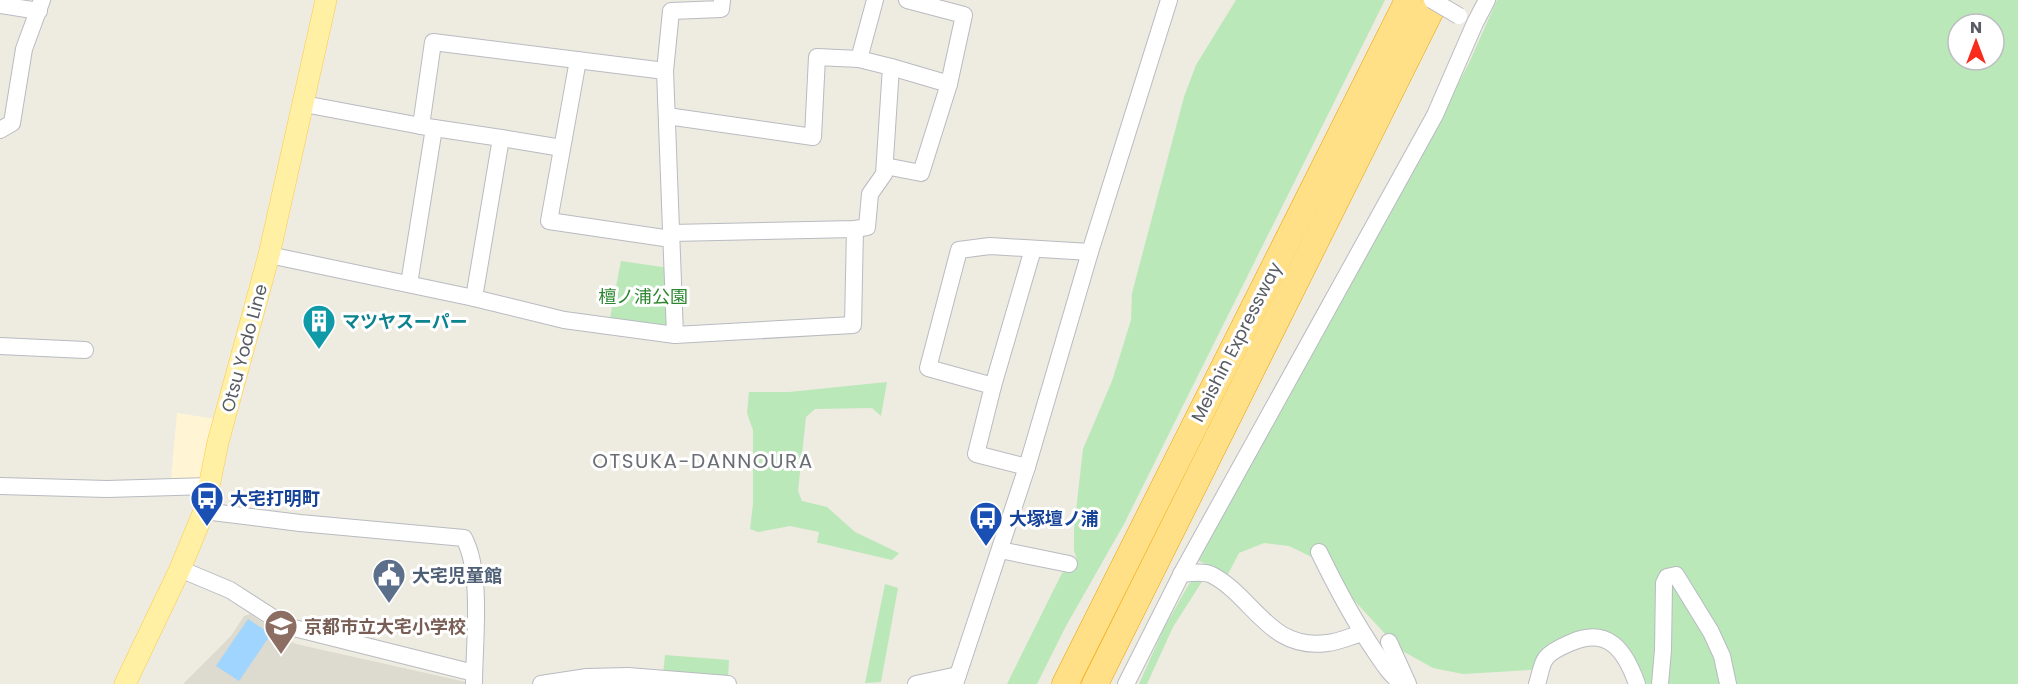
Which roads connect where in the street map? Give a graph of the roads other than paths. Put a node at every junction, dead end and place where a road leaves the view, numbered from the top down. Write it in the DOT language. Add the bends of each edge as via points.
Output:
graph roads {
  1 [pos="326,0"];
  2 [pos="722,0"];
  3 [pos="875,0"];
  4 [pos="908,0"];
  5 [pos="1169,0"];
  6 [pos="1408,0"];
  7 [pos="1434,0"];
  8 [pos="1487,0"];
  9 [pos="0,5"];
  10 [pos="40,5"];
  11 [pos="1475,23"];
  12 [pos="859,59"];
  13 [pos="578,60"];
  14 [pos="891,67"];
  15 [pos="665,71"];
  16 [pos="949,84"];
  17 [pos="304,104"];
  18 [pos="667,116"];
  19 [pos="427,127"];
  20 [pos="0,130"];
  21 [pos="501,138"];
  22 [pos="562,148"];
  23 [pos="885,166"];
  24 [pos="855,229"];
  25 [pos="671,236"];
  26 [pos="1033,249"];
  27 [pos="1090,252"];
  28 [pos="269,255"];
  29 [pos="409,284"];
  30 [pos="474,298"];
  31 [pos="675,335"];
  32 [pos="0,346"];
  33 [pos="85,350"];
  34 [pos="993,386"];
  35 [pos="1027,467"];
  36 [pos="0,486"];
  37 [pos="209,486"];
  38 [pos="204,511"];
  39 [pos="1000,550"];
  40 [pos="1319,552"];
  41 [pos="1069,564"];
  42 [pos="180,569"];
  43 [pos="1181,574"];
  44 [pos="1362,633"];
  45 [pos="1389,642"];
  46 [pos="474,678"];
  47 [pos="956,680"];
  48 [pos="573,681"];
  49 [pos="650,681"];
  50 [pos="125,684"];
  51 [pos="541,684"];
  52 [pos="728,684"];
  53 [pos="916,684"];
  54 [pos="1065,684"];
  55 [pos="1095,684"];
  56 [pos="1126,684"];
  57 [pos="1403,684"];
  58 [pos="1408,684"];
  59 [pos="1537,684"];
  60 [pos="1637,684"];
  61 [pos="1660,684"];
  62 [pos="1728,684"];
  1 -- 17 [label="main road, Otsu Yodo Line"];
  2 -- 15 [label="street" via="721,9 671,11"];
  3 -- 12 [label="street"];
  4 -- 16 [label="street" via="964,15"];
  5 -- 27 [label="street"];
  6 -- 54 [label="highway, Meishin Expressway"];
  7 -- 11 [label="street, bridge"];
  7 -- 55 [label="highway, Meishin Expressway"];
  8 -- 11 [label="street"];
  9 -- 10 [label="street"];
  10 -- 20 [label="street" via="24,49 12,123"];
  11 -- 43 [label="street" via="1435,115"];
  12 -- 14 [label="street"];
  12 -- 18 [label="street" via="817,57 813,137"];
  13 -- 15 [label="street"];
  13 -- 19 [label="street" via="433,42"];
  13 -- 22 [label="street"];
  14 -- 16 [label="street"];
  14 -- 23 [label="street"];
  15 -- 18 [label="street"];
  16 -- 23 [label="street" via="921,173"];
  17 -- 19 [label="street"];
  17 -- 28 [label="main road, Otsu Yodo Line"];
  18 -- 25 [label="street"];
  19 -- 21 [label="street"];
  19 -- 29 [label="street"];
  21 -- 22 [label="street"];
  21 -- 30 [label="street"];
  22 -- 25 [label="street" via="549,221"];
  23 -- 24 [label="street" via="870,194 867,227"];
  24 -- 25 [label="street"];
  24 -- 31 [label="street" via="853,325"];
  25 -- 31 [label="street"];
  26 -- 27 [label="street"];
  26 -- 34 [label="street"];
  26 -- 34 [label="street" via="990,246 959,250 928,368"];
  27 -- 35 [label="street"];
  28 -- 29 [label="street"];
  28 -- 37 [label="main road, Otsu Yodo Line"];
  29 -- 30 [label="street"];
  30 -- 31 [label="street" via="564,320"];
  32 -- 33 [label="street"];
  34 -- 35 [label="street" via="976,454"];
  35 -- 39 [label="street"];
  36 -- 37 [label="street"];
  37 -- 38 [label="main road, Otsu Yodo Line"];
  38 -- 42 [label="main road, Otsu Yodo Line"];
  38 -- 46 [label="street" via="464,538 471,553 476,604"];
  39 -- 41 [label="street"];
  39 -- 47 [label="street"];
  40 -- 44 [label="street"];
  42 -- 46 [label="street" via="230,590 286,626"];
  42 -- 50 [label="main road, Otsu Yodo Line"];
  43 -- 44 [label="street" via="1211,574 1237,593 1261,620 1292,640 1328,643"];
  43 -- 56 [label="street"];
  44 -- 57 [label="street" via="1393,678"];
  45 -- 58 [label="street"];
  47 -- 53 [label="street"];
  48 -- 49 [label="street" via="618,676"];
  48 -- 51 [label="street"];
  49 -- 52 [label="street"];
  59 -- 60 [label="street" via="1546,658 1585,636 1604,638 1618,648"];
  61 -- 62 [label="street" via="1664,583 1667,577 1676,575 1711,632"];
}
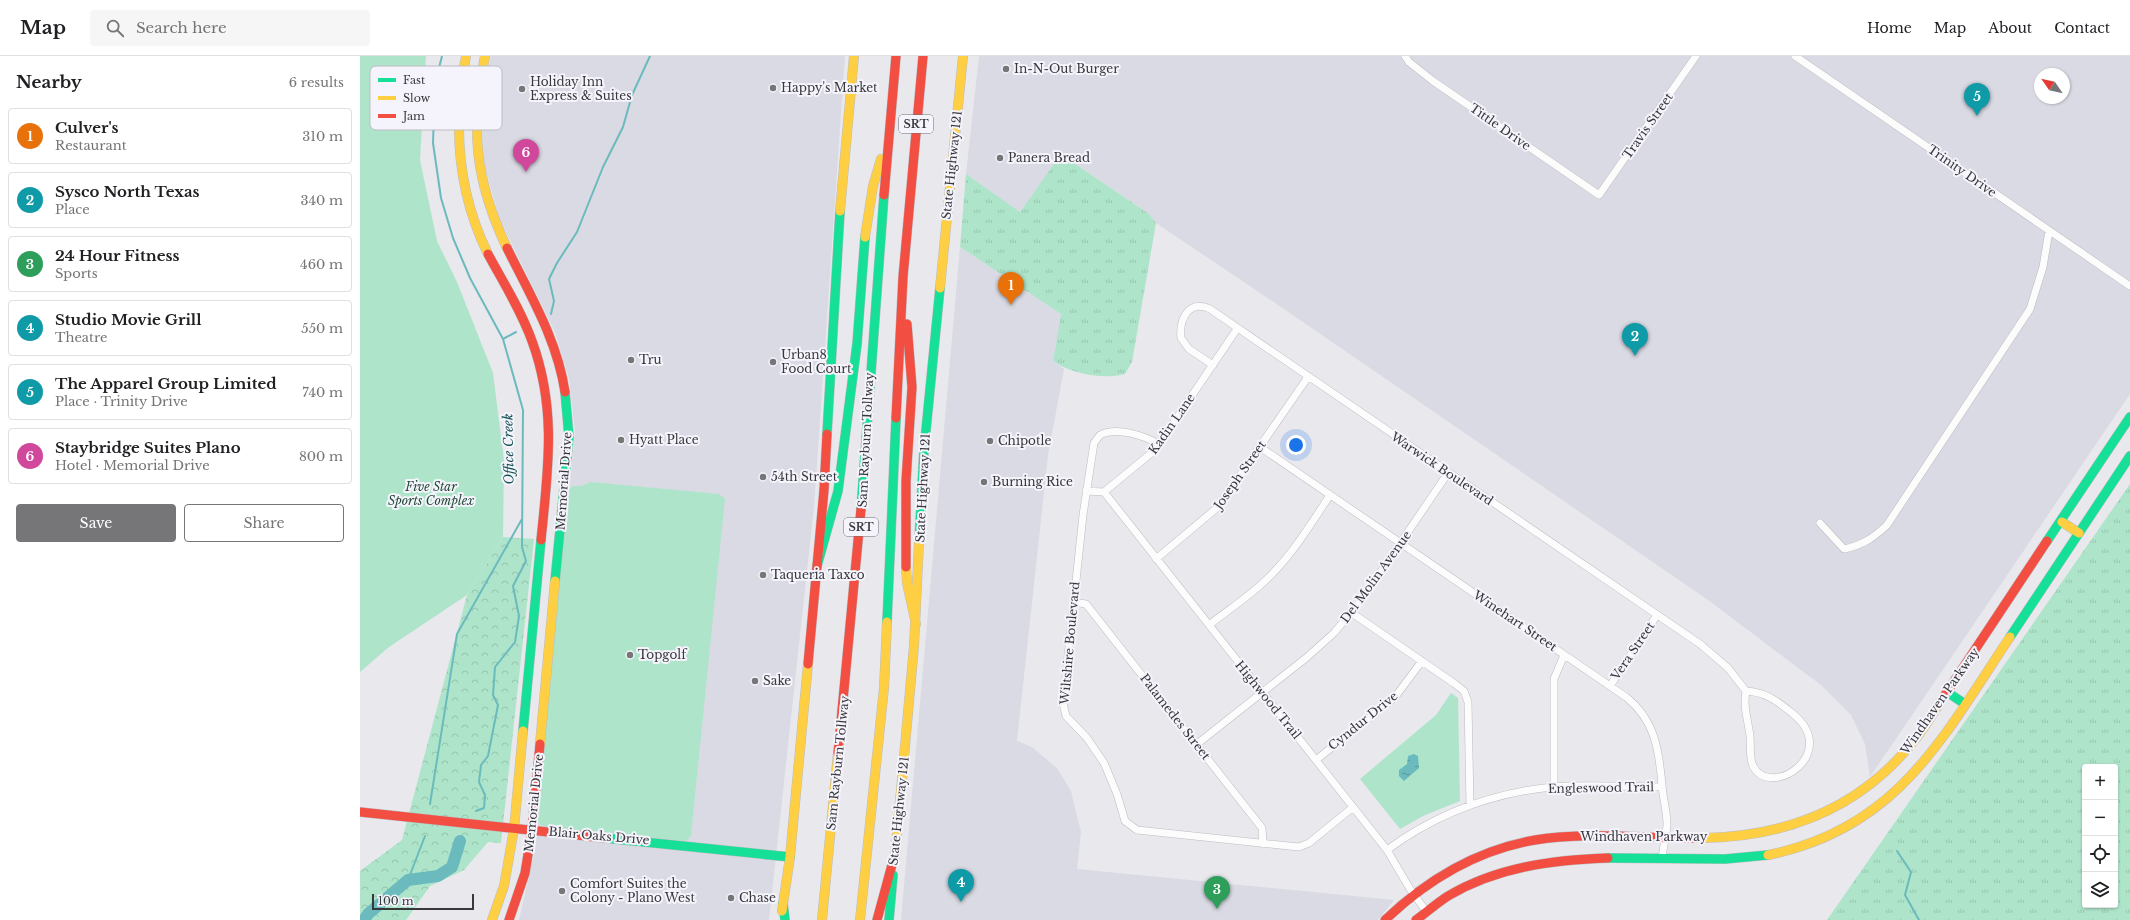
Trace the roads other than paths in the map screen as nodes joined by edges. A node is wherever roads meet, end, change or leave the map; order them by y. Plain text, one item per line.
1 (466, 56) edge
2 (485, 56) edge
3 (854, 56) edge
4 (896, 56) edge
5 (923, 56) edge
6 (955, 56) edge
7 (964, 56) edge
8 (968, 56) edge
9 (1405, 56) edge
10 (1696, 56) edge
11 (1795, 56) edge
12 (465, 66) edge
13 (483, 66) edge
14 (961, 78) junction
15 (459, 130) edge
16 (476, 130) edge
17 (889, 133) junction
18 (1599, 195) joint
19 (2049, 231) junction
20 (903, 277) junction
21 (2130, 286) edge
22 (536, 304) junction
23 (520, 312) junction
24 (1237, 329) junction
25 (1213, 365) junction
26 (1308, 377) junction
27 (2130, 417) edge
28 (1160, 444) junction
29 (1260, 447) junction
30 (2130, 456) edge
31 (1448, 473) junction
32 (547, 479) junction
33 (566, 481) junction
34 (1086, 491) junction
35 (1104, 492) junction
36 (1330, 495) junction
37 (1820, 522) dead end
38 (2062, 522) junction
39 (2079, 533) junction
40 (1401, 543) junction
41 (1156, 559) junction
42 (817, 566) junction
43 (1073, 602) junction
44 (1352, 613) junction
45 (1658, 615) junction
46 (916, 624) junction
47 (1209, 626) junction
48 (1564, 655) junction
49 (1422, 661) junction
50 (528, 677) junction
51 (547, 678) junction
52 (1610, 686) junction
53 (1746, 691) junction
54 (1262, 692) junction
55 (1947, 692) junction
56 (1965, 704) junction
57 (1197, 744) junction
58 (1316, 760) junction
59 (1554, 787) junction
60 (1662, 787) junction
61 (1470, 805) junction
62 (1352, 808) junction
63 (360, 812) edge
64 (514, 829) junction
65 (532, 830) junction
66 (1664, 837) junction
67 (1263, 844) junction
68 (896, 850) junction
69 (1387, 850) junction
70 (790, 857) junction
71 (1662, 859) junction
72 (1414, 894) junction
73 (783, 903) junction
74 (1426, 911) junction
75 (492, 920) edge
76 (510, 920) edge
77 (781, 920) edge
78 (785, 920) edge
79 (822, 920) edge
80 (860, 920) edge
81 (877, 920) edge
82 (889, 920) edge
83 (1385, 920) edge
84 (1416, 920) edge

1 - 12 main road, Memorial Drive
2 - 13 main road, Memorial Drive
3 - 42 main road
4 - 17 main road, Sam Rayburn Tollway / SRT
5 - 20 main road, SRT
6 - 14 main road
7 - 14 main road, State Highway 121
8 - 14 main road
9 - 18 street, Tittle Drive
10 - 18 street, Travis Street
11 - 19 street, Trinity Drive
14 - 46 main road, State Highway 121
15 - 23 main road, Memorial Drive
16 - 22 main road, Memorial Drive
17 - 42 main road
17 - 79 main road, Sam Rayburn Tollway / SRT
19 - 21 street, Trinity Drive
19 - 37 street
20 - 46 main road
20 - 80 main road, SRT
22 - 23 main road
22 - 33 main road, Memorial Drive
23 - 32 main road, Memorial Drive
24 - 25 street, Kadin Lane
24 - 25 street, Warwick Boulevard
24 - 26 street, Warwick Boulevard
25 - 28 street, Kadin Lane
26 - 29 street, Joseph Street
26 - 31 street, Warwick Boulevard
27 - 38 main road, Windhaven Parkway
28 - 34 street, Wiltshire Boulevard
28 - 35 street, Kadin Lane
29 - 36 street, Winehart Street
29 - 41 street, Joseph Street
30 - 39 main road, Windhaven Parkway
31 - 40 street, Del Molin Avenue
31 - 45 street, Warwick Boulevard
32 - 33 main road
32 - 50 main road, Memorial Drive
33 - 51 main road, Memorial Drive
34 - 35 street
34 - 43 street, Wiltshire Boulevard
35 - 41 street, Highwood Trail
36 - 40 street, Winehart Street
36 - 47 street
38 - 39 main road
38 - 55 main road, Windhaven Parkway
39 - 56 main road, Windhaven Parkway
40 - 44 street, Del Molin Avenue
40 - 48 street, Winehart Street
41 - 47 street, Highwood Trail
42 - 70 main road
43 - 57 street, Palamedes Street
43 - 67 street, Wiltshire Boulevard
44 - 49 street
44 - 54 street, Del Molin Avenue
45 - 52 street, Vera Street
45 - 53 street, Warwick Boulevard
46 - 68 main road, State Highway 121
47 - 54 street, Highwood Trail
48 - 52 street, Winehart Street
48 - 59 street
49 - 58 street, Cyndur Drive
49 - 61 street
50 - 51 main road
50 - 64 main road, Memorial Drive
51 - 65 main road, Memorial Drive
52 - 60 street, Winehart Street
53 - 53 street
54 - 57 street, Del Molin Avenue
54 - 58 street, Highwood Trail
55 - 56 main road
55 - 66 main road, Windhaven Parkway
56 - 71 main road, Windhaven Parkway
57 - 67 street, Palamedes Street
58 - 62 street, Highwood Trail
59 - 60 street, Engleswood Trail
59 - 61 street, Engleswood Trail
60 - 66 street, Winehart Street
61 - 69 street, Engleswood Trail
62 - 67 street, Wiltshire Boulevard
62 - 69 street, Highwood Trail
63 - 64 main road, Blair Oaks Drive
64 - 65 main road, Blair Oaks Drive
64 - 75 main road, Memorial Drive
65 - 70 main road, Blair Oaks Drive
65 - 76 main road, Memorial Drive
66 - 71 street, Winehart Street
66 - 72 main road, Windhaven Parkway
68 - 81 main road
68 - 82 main road, State Highway 121
69 - 72 street, Highwood Trail
70 - 73 main road
71 - 74 main road, Windhaven Parkway
72 - 74 street, Highwood Trail
72 - 83 main road, Windhaven Parkway
73 - 77 main road
73 - 78 main road
74 - 84 main road, Windhaven Parkway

- - - - - - -

THE PROBLEM
Check each line in the records for the word "Molin" and say how many have it, with nothing else.

RESPONSE BOX
4